■ PROBLEM TO WORK ON ■
Reproduce the records precisely. Omit every picture.
=== RECORDS FOR THE EXERCISE ===
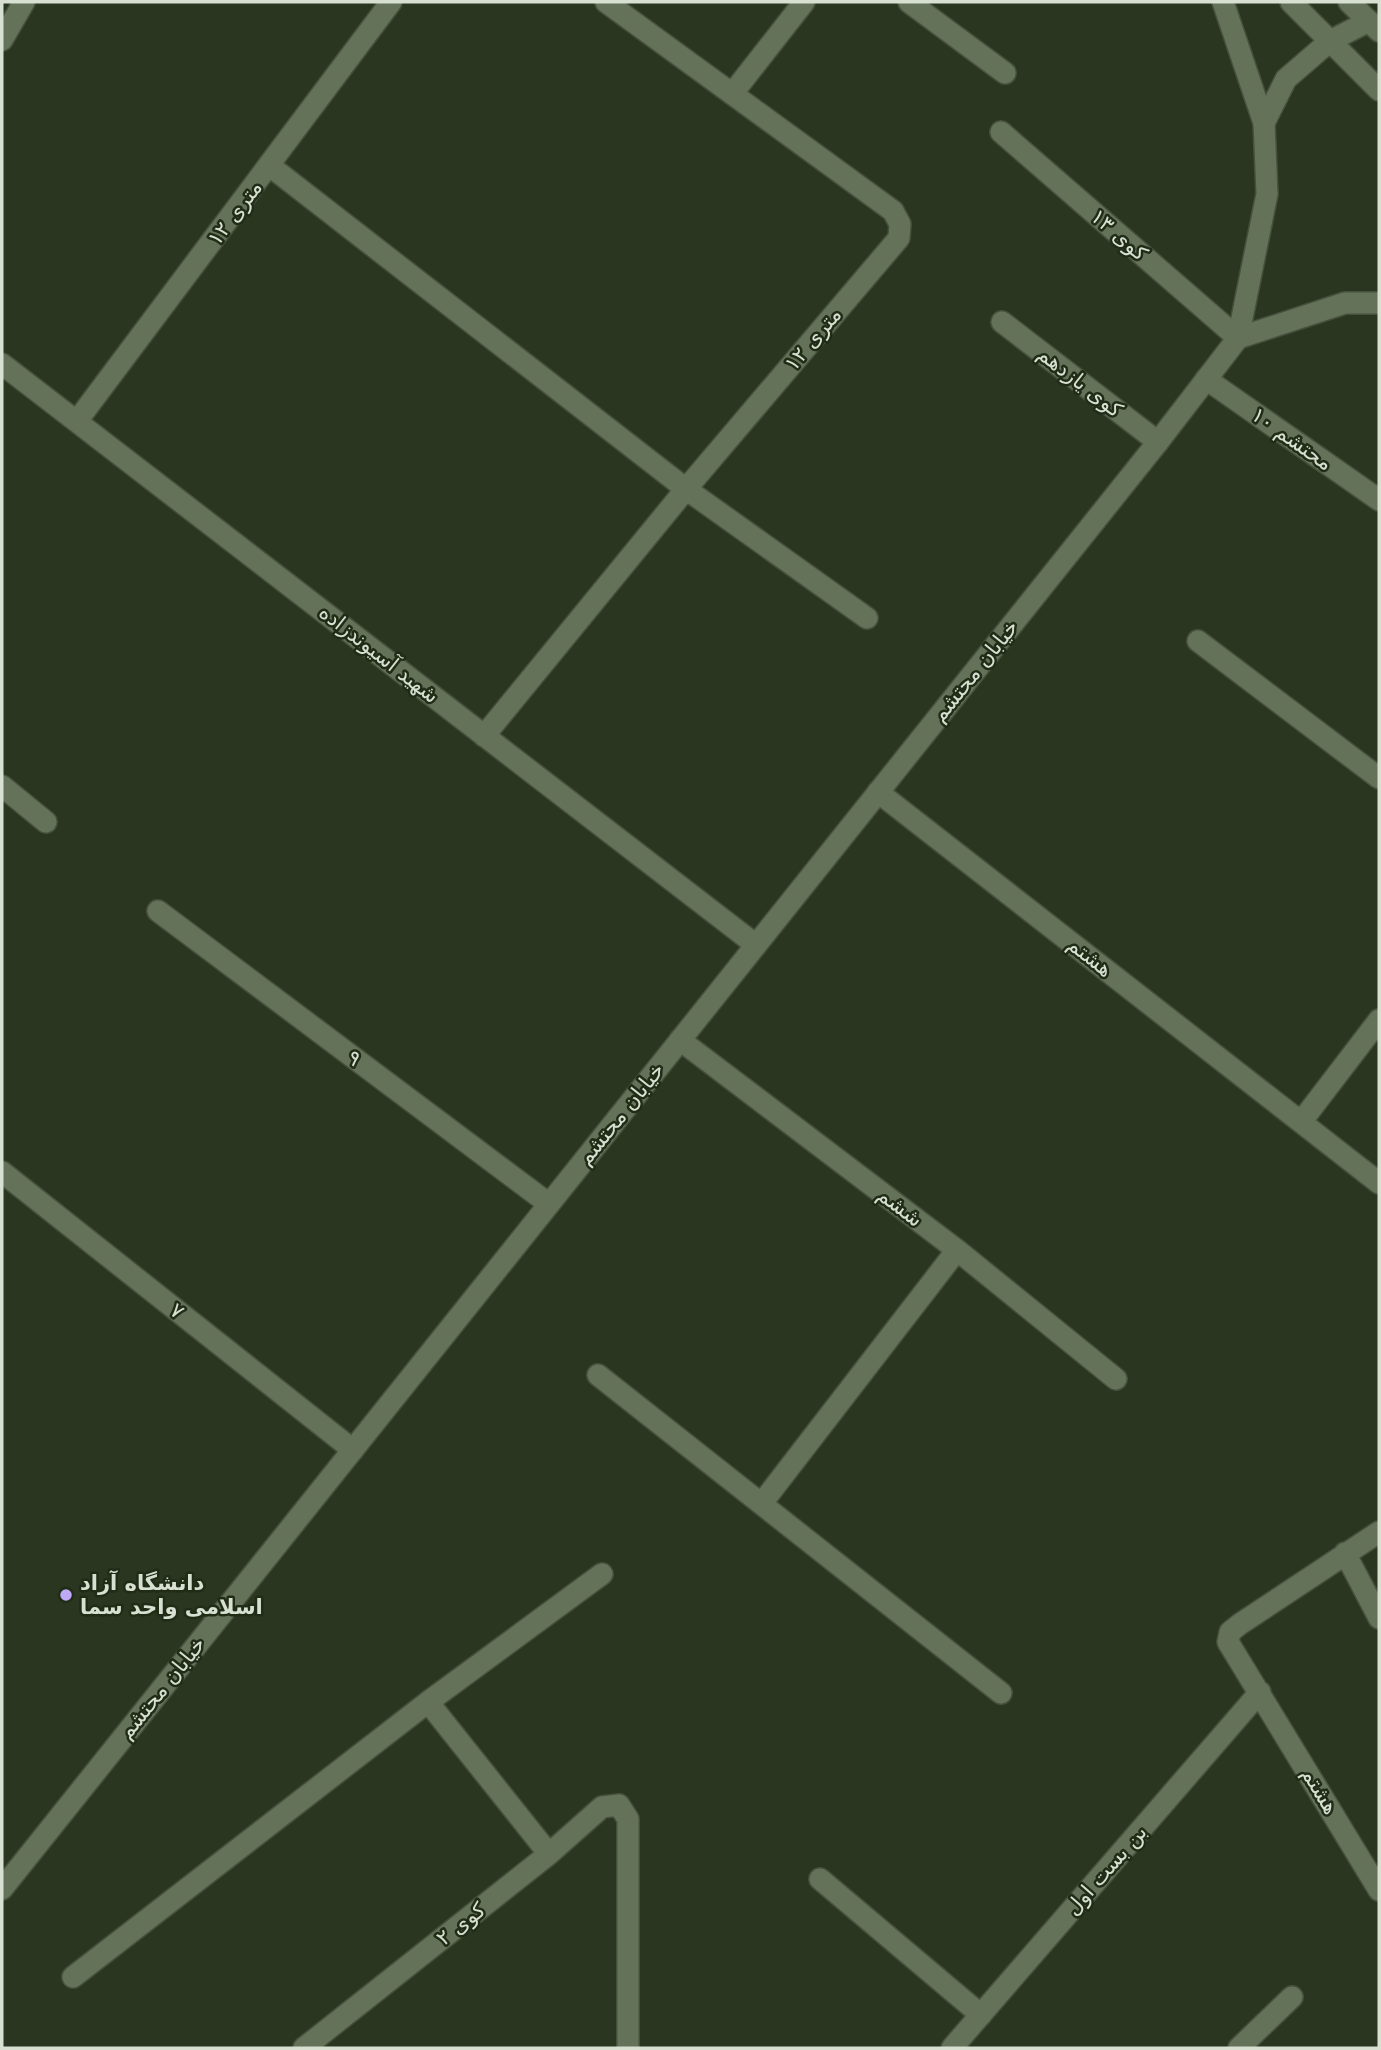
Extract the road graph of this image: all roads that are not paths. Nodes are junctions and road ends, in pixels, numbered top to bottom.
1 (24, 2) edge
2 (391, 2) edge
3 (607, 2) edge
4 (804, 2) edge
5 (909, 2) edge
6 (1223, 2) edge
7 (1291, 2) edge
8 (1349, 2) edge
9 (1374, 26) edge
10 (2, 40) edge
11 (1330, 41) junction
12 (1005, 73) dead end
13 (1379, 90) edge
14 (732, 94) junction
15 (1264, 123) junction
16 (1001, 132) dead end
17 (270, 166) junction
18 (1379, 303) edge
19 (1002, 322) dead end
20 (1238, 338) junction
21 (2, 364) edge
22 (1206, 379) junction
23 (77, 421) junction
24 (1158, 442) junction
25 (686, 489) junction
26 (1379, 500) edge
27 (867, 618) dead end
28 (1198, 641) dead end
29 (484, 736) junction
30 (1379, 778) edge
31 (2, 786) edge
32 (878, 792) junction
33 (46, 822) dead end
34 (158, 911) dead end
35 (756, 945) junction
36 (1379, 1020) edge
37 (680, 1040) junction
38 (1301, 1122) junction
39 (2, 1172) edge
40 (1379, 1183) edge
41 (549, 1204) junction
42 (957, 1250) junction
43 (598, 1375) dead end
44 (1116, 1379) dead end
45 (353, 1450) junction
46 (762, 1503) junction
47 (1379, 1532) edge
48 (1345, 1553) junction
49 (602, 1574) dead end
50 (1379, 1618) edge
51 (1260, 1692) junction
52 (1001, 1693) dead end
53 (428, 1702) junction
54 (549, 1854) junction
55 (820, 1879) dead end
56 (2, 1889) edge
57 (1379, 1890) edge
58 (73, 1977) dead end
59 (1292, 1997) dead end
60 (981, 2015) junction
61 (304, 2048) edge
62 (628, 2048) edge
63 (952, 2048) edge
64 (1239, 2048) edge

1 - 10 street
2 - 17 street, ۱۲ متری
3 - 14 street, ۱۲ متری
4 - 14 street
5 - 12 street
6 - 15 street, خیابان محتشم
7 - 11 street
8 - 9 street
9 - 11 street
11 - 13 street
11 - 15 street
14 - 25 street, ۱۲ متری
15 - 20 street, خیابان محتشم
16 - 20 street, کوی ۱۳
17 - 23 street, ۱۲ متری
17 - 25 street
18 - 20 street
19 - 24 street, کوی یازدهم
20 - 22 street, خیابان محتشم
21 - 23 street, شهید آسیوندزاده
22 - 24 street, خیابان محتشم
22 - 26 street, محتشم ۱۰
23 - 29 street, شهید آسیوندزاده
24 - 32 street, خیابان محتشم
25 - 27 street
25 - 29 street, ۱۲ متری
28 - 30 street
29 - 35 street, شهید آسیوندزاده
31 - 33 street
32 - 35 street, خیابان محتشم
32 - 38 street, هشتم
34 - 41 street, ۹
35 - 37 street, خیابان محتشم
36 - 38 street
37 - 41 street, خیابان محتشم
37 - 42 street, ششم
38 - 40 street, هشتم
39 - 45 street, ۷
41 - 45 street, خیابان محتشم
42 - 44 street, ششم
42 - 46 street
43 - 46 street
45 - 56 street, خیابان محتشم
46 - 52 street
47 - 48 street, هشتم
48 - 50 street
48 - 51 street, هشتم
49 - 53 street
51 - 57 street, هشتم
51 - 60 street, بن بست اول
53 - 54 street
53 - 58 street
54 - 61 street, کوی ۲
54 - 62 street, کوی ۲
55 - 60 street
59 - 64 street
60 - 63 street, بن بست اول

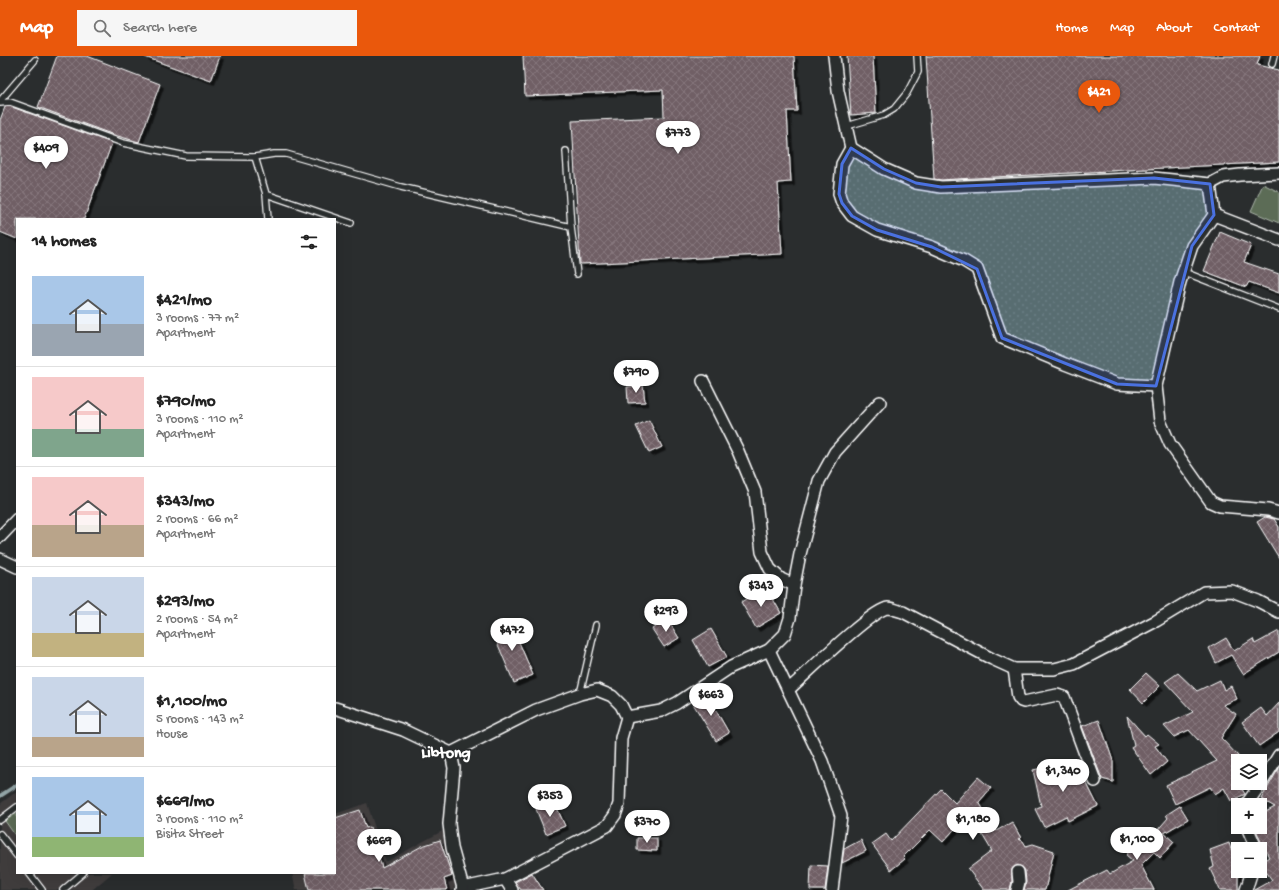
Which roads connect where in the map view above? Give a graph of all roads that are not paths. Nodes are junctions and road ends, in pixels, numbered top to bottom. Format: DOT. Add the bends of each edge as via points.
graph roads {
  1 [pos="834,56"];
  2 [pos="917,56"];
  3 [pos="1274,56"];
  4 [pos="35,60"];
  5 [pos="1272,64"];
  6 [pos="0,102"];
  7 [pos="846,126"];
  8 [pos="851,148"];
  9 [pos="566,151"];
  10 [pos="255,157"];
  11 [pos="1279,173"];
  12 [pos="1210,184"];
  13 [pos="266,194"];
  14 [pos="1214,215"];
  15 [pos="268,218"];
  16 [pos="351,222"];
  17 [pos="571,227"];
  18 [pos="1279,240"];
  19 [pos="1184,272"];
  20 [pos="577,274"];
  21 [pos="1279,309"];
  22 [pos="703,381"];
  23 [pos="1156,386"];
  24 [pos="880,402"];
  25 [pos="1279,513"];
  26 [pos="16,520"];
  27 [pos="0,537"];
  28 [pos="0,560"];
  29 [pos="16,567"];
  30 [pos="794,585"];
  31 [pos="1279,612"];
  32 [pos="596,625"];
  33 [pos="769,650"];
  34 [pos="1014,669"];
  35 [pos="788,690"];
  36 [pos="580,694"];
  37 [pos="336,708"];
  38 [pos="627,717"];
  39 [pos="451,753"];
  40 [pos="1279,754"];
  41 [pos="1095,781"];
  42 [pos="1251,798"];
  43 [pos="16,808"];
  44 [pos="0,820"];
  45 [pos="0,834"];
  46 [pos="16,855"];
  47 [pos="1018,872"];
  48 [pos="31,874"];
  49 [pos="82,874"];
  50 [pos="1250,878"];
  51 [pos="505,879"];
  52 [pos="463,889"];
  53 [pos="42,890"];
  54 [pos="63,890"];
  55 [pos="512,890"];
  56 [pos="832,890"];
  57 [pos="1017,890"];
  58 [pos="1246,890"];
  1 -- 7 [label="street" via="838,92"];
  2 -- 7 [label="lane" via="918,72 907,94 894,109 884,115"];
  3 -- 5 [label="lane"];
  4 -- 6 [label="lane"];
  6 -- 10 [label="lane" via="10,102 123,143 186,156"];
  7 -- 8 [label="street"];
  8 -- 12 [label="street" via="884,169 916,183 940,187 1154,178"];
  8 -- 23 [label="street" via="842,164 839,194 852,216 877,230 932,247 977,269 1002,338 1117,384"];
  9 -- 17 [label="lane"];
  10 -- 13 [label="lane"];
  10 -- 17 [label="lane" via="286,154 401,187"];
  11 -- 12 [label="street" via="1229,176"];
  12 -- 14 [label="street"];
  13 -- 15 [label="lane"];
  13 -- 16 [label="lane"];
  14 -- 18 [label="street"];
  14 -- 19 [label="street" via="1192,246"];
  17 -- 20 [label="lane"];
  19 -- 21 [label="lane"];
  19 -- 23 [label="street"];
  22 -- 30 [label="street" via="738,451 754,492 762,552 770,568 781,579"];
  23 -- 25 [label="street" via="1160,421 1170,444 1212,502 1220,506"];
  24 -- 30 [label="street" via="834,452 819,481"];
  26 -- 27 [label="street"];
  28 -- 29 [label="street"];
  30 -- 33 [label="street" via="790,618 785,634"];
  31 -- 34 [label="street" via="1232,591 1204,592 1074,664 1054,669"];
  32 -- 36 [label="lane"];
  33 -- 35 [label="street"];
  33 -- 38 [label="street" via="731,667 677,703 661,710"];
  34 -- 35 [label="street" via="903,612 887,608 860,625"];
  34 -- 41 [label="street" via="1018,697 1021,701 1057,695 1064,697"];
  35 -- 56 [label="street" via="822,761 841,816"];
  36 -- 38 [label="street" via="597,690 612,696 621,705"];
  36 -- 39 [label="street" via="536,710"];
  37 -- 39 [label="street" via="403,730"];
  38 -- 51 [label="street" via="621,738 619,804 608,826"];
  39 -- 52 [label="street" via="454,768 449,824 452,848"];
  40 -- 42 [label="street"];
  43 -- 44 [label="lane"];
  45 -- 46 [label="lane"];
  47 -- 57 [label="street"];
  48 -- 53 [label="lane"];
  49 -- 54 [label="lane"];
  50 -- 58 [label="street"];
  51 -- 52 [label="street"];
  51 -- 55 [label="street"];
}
===
■ YOUR SOLUTION ■
Extract the road graph of this image: all roads that are not paths. Nodes are junctions and road ends, in pixels, numbered top to bottom.
1 (24, 2) edge
2 (391, 2) edge
3 (607, 2) edge
4 (804, 2) edge
5 (909, 2) edge
6 (1223, 2) edge
7 (1291, 2) edge
8 (1349, 2) edge
9 (1374, 26) edge
10 (2, 40) edge
11 (1330, 41) junction
12 (1005, 73) dead end
13 (1379, 90) edge
14 (732, 94) junction
15 (1264, 123) junction
16 (1001, 132) dead end
17 (270, 166) junction
18 (1379, 303) edge
19 (1002, 322) dead end
20 (1238, 338) junction
21 (2, 364) edge
22 (1206, 379) junction
23 (77, 421) junction
24 (1158, 442) junction
25 (686, 489) junction
26 (1379, 500) edge
27 (867, 618) dead end
28 (1198, 641) dead end
29 (484, 736) junction
30 (1379, 778) edge
31 (2, 786) edge
32 (878, 792) junction
33 (46, 822) dead end
34 (158, 911) dead end
35 (756, 945) junction
36 (1379, 1020) edge
37 (680, 1040) junction
38 (1301, 1122) junction
39 (2, 1172) edge
40 (1379, 1183) edge
41 (549, 1204) junction
42 (957, 1250) junction
43 (598, 1375) dead end
44 (1116, 1379) dead end
45 (353, 1450) junction
46 (762, 1503) junction
47 (1379, 1532) edge
48 (1345, 1553) junction
49 (602, 1574) dead end
50 (1379, 1618) edge
51 (1260, 1692) junction
52 (1001, 1693) dead end
53 (428, 1702) junction
54 (549, 1854) junction
55 (820, 1879) dead end
56 (2, 1889) edge
57 (1379, 1890) edge
58 (73, 1977) dead end
59 (1292, 1997) dead end
60 (981, 2015) junction
61 (304, 2048) edge
62 (628, 2048) edge
63 (952, 2048) edge
64 (1239, 2048) edge

1 - 10 street
2 - 17 street, ۱۲ متری
3 - 14 street, ۱۲ متری
4 - 14 street
5 - 12 street
6 - 15 street, خیابان محتشم
7 - 11 street
8 - 9 street
9 - 11 street
11 - 13 street
11 - 15 street
14 - 25 street, ۱۲ متری
15 - 20 street, خیابان محتشم
16 - 20 street, کوی ۱۳
17 - 23 street, ۱۲ متری
17 - 25 street
18 - 20 street
19 - 24 street, کوی یازدهم
20 - 22 street, خیابان محتشم
21 - 23 street, شهید آسیوندزاده
22 - 24 street, خیابان محتشم
22 - 26 street, محتشم ۱۰
23 - 29 street, شهید آسیوندزاده
24 - 32 street, خیابان محتشم
25 - 27 street
25 - 29 street, ۱۲ متری
28 - 30 street
29 - 35 street, شهید آسیوندزاده
31 - 33 street
32 - 35 street, خیابان محتشم
32 - 38 street, هشتم
34 - 41 street, ۹
35 - 37 street, خیابان محتشم
36 - 38 street
37 - 41 street, خیابان محتشم
37 - 42 street, ششم
38 - 40 street, هشتم
39 - 45 street, ۷
41 - 45 street, خیابان محتشم
42 - 44 street, ششم
42 - 46 street
43 - 46 street
45 - 56 street, خیابان محتشم
46 - 52 street
47 - 48 street, هشتم
48 - 50 street
48 - 51 street, هشتم
49 - 53 street
51 - 57 street, هشتم
51 - 60 street, بن بست اول
53 - 54 street
53 - 58 street
54 - 61 street, کوی ۲
54 - 62 street, کوی ۲
55 - 60 street
59 - 64 street
60 - 63 street, بن بست اول

Which roads connect where in the map view above? Give a graph of all roads that are not paths. Nodes are junctions and road ends, in pixels, numbered top to bottom. Format: DOT. Add the bends of each edge as via points.
graph roads {
  1 [pos="834,56"];
  2 [pos="917,56"];
  3 [pos="1274,56"];
  4 [pos="35,60"];
  5 [pos="1272,64"];
  6 [pos="0,102"];
  7 [pos="846,126"];
  8 [pos="851,148"];
  9 [pos="566,151"];
  10 [pos="255,157"];
  11 [pos="1279,173"];
  12 [pos="1210,184"];
  13 [pos="266,194"];
  14 [pos="1214,215"];
  15 [pos="268,218"];
  16 [pos="351,222"];
  17 [pos="571,227"];
  18 [pos="1279,240"];
  19 [pos="1184,272"];
  20 [pos="577,274"];
  21 [pos="1279,309"];
  22 [pos="703,381"];
  23 [pos="1156,386"];
  24 [pos="880,402"];
  25 [pos="1279,513"];
  26 [pos="16,520"];
  27 [pos="0,537"];
  28 [pos="0,560"];
  29 [pos="16,567"];
  30 [pos="794,585"];
  31 [pos="1279,612"];
  32 [pos="596,625"];
  33 [pos="769,650"];
  34 [pos="1014,669"];
  35 [pos="788,690"];
  36 [pos="580,694"];
  37 [pos="336,708"];
  38 [pos="627,717"];
  39 [pos="451,753"];
  40 [pos="1279,754"];
  41 [pos="1095,781"];
  42 [pos="1251,798"];
  43 [pos="16,808"];
  44 [pos="0,820"];
  45 [pos="0,834"];
  46 [pos="16,855"];
  47 [pos="1018,872"];
  48 [pos="31,874"];
  49 [pos="82,874"];
  50 [pos="1250,878"];
  51 [pos="505,879"];
  52 [pos="463,889"];
  53 [pos="42,890"];
  54 [pos="63,890"];
  55 [pos="512,890"];
  56 [pos="832,890"];
  57 [pos="1017,890"];
  58 [pos="1246,890"];
  1 -- 7 [label="street" via="838,92"];
  2 -- 7 [label="lane" via="918,72 907,94 894,109 884,115"];
  3 -- 5 [label="lane"];
  4 -- 6 [label="lane"];
  6 -- 10 [label="lane" via="10,102 123,143 186,156"];
  7 -- 8 [label="street"];
  8 -- 12 [label="street" via="884,169 916,183 940,187 1154,178"];
  8 -- 23 [label="street" via="842,164 839,194 852,216 877,230 932,247 977,269 1002,338 1117,384"];
  9 -- 17 [label="lane"];
  10 -- 13 [label="lane"];
  10 -- 17 [label="lane" via="286,154 401,187"];
  11 -- 12 [label="street" via="1229,176"];
  12 -- 14 [label="street"];
  13 -- 15 [label="lane"];
  13 -- 16 [label="lane"];
  14 -- 18 [label="street"];
  14 -- 19 [label="street" via="1192,246"];
  17 -- 20 [label="lane"];
  19 -- 21 [label="lane"];
  19 -- 23 [label="street"];
  22 -- 30 [label="street" via="738,451 754,492 762,552 770,568 781,579"];
  23 -- 25 [label="street" via="1160,421 1170,444 1212,502 1220,506"];
  24 -- 30 [label="street" via="834,452 819,481"];
  26 -- 27 [label="street"];
  28 -- 29 [label="street"];
  30 -- 33 [label="street" via="790,618 785,634"];
  31 -- 34 [label="street" via="1232,591 1204,592 1074,664 1054,669"];
  32 -- 36 [label="lane"];
  33 -- 35 [label="street"];
  33 -- 38 [label="street" via="731,667 677,703 661,710"];
  34 -- 35 [label="street" via="903,612 887,608 860,625"];
  34 -- 41 [label="street" via="1018,697 1021,701 1057,695 1064,697"];
  35 -- 56 [label="street" via="822,761 841,816"];
  36 -- 38 [label="street" via="597,690 612,696 621,705"];
  36 -- 39 [label="street" via="536,710"];
  37 -- 39 [label="street" via="403,730"];
  38 -- 51 [label="street" via="621,738 619,804 608,826"];
  39 -- 52 [label="street" via="454,768 449,824 452,848"];
  40 -- 42 [label="street"];
  43 -- 44 [label="lane"];
  45 -- 46 [label="lane"];
  47 -- 57 [label="street"];
  48 -- 53 [label="lane"];
  49 -- 54 [label="lane"];
  50 -- 58 [label="street"];
  51 -- 52 [label="street"];
  51 -- 55 [label="street"];
}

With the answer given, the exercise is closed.